We define a neutrino as a fermion, being the result of the collapse of two bosons. It has the same fundamental interaction as all fermions, but its bosons have a low value for mass-energy, so collapse with very large radius.

However, we think that their constituents usually do not collapse as neutrinos, because they are collapsed by other entities before they reach the typical Compton radius for a pure neutrino.

State: plasma/soup

We propose that neutrinos, having such a low mass-energy, are presently in a state of plasma or soup, and it would require significantly lower environmental vacuum energy density, free from hadronic matter, before all neutrino constituents form only neutrino particles.

Presently, neutrino constituents will not maintain their identity: due to their low mass-energy, they extend uncollapsed for great distances, and vast numbers of bosons will overlap and interact with bosons of higher mass-energy.

This makes neutrino oscillations difficult to measure, because we are unable to guarantee that a persistent fermion has the same identity of bosons at successive detectors. We must instead detect and count the flavour of many instances and infer flavour changes due to intermediate conditions.

A Significant ingredient of vacuum energy

Neutrinos constituents are a good candidate for the vacuum energy that allows fermions to reconstitute. We assume most of the bosons of vacuum energy to be ‘half-neutrinos’ [7]. That is to say, that two of them may interact to become a neutrino fermion event.

Rather than taking a field-based approach, with continuous matter propagation where events seem spontaneous, we instead specify a deterministic process for (anti-images of) fermions to interact with identifiable instances of vacuum energy.

Weak interaction

This gives us additional detail when exploring vacuum interactions. In the Standard Model, the weak interaction seems only to interact with left-handed matter, because the collapsed boson always has a particular sign for angular momentum at the point of weak interaction, so by definition, it is ‘left-handed’. Reverse this for anti-matter, and you have the weak interaction being right-handed for anti-matter. This can be seen in the diagram for fermion decay, below.

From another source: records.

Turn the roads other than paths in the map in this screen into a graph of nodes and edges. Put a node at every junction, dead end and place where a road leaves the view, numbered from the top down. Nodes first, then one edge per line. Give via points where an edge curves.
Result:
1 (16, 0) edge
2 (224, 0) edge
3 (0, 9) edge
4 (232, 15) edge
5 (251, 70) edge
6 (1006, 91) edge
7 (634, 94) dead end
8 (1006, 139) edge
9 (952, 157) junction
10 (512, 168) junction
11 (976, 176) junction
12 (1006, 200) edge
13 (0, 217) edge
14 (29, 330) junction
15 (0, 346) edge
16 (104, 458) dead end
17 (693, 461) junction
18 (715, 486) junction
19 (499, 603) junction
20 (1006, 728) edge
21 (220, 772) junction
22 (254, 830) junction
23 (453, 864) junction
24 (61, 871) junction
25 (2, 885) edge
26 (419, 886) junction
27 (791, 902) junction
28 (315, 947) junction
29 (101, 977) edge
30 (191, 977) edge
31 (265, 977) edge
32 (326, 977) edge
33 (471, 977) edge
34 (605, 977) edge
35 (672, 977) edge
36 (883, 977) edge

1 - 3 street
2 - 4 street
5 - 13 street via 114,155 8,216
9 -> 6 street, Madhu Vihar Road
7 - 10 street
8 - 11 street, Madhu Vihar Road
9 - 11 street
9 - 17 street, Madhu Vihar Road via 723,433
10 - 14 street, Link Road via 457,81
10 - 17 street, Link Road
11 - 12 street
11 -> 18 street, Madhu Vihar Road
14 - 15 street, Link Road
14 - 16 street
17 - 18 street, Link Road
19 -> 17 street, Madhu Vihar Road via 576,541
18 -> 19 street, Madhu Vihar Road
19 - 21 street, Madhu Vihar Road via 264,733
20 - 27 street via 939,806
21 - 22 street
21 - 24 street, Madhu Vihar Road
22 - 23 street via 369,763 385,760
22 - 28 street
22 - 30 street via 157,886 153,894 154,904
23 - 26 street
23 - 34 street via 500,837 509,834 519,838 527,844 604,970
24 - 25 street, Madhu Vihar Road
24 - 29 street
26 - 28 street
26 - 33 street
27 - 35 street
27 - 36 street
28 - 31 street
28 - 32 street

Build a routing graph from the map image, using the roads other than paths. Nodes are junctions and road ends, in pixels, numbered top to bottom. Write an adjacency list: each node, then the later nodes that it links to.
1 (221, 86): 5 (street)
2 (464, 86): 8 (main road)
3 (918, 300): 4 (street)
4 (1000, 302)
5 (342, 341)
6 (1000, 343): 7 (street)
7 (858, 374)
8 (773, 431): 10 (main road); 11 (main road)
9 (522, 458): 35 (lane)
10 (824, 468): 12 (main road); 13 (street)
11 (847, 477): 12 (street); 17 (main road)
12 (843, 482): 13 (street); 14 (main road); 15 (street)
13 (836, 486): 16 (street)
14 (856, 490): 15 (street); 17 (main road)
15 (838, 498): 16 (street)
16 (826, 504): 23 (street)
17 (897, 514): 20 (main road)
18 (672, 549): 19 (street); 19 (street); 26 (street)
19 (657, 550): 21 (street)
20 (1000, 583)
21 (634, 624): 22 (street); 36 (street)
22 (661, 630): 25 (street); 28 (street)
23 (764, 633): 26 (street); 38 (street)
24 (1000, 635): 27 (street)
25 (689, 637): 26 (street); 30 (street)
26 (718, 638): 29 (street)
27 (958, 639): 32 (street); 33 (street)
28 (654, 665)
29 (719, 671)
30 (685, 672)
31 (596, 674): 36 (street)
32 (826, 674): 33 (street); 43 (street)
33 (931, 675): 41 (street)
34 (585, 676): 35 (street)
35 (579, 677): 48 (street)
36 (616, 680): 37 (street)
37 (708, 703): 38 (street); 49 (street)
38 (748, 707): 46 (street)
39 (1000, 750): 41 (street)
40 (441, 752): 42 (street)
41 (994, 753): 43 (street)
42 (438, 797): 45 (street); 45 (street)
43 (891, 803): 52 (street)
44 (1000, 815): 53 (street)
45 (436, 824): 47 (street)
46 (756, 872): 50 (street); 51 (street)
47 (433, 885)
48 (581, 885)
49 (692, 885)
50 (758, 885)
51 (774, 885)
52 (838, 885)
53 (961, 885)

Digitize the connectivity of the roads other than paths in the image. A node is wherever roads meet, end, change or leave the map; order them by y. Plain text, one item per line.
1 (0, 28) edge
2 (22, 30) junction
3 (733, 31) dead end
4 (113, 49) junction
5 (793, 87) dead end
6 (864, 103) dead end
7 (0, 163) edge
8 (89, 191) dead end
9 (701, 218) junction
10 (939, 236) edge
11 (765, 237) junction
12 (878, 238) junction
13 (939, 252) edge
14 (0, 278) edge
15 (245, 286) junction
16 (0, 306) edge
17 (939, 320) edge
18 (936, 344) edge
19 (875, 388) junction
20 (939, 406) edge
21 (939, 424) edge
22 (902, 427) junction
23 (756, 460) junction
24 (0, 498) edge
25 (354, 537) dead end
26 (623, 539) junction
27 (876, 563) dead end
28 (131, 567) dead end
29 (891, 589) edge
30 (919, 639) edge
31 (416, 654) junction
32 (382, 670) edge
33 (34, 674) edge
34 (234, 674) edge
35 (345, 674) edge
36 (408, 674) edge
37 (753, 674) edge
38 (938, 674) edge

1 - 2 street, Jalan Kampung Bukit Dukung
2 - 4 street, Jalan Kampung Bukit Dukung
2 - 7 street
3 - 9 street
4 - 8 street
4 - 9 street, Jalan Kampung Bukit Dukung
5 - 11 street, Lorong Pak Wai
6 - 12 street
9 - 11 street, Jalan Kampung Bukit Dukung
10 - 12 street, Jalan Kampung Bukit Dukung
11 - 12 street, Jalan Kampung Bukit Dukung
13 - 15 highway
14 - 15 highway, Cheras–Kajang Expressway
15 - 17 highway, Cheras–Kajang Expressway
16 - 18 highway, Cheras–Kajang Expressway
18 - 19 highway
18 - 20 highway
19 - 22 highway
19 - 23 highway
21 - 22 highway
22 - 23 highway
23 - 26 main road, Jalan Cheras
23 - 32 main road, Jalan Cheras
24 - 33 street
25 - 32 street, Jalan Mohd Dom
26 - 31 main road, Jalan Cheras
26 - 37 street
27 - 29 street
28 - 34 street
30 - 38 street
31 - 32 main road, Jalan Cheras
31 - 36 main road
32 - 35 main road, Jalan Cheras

Figure 1. Fermion decay, with input from vacuum energy, to produce further fermions and anti-fermions.[15]

Dark matter?

We think that the bosons that make up neutrinos are responsible for almost all dark matter. Standard cosmology doesn't currently account for these constituents, instead looking at 'whole' neutrinos, reaching the conclusion that there isn't enough neutrino matter to account for dark matter.

Reasonably, in cosmology, we look at 'cold' and 'hot' variants of dark matter: hot being the fast-moving neutrinos. It is the cold dark matter requirement: the stuff that must be lingering outside concentrations of ordinary matter, which causes cosmologists problems with reconciling mass to observations.

In our picture, the vacuum has vast numbers of bosons permeating through space, with a very low intrinsic mass-energy value. These bosons cause fermion events in seemingly empty space (temporary fermions, likely neutrinos), or allow regular matter to collapse. If we were to count up these bosons, and calculate the effect of the temporary fermions, we think we'd have the required dark matter to account for observations.

Further, we build photons with specific structure, and scenarios that fail to meet the criteria will not be emit or absorb radiation as photons, thus it is 'dark' matter.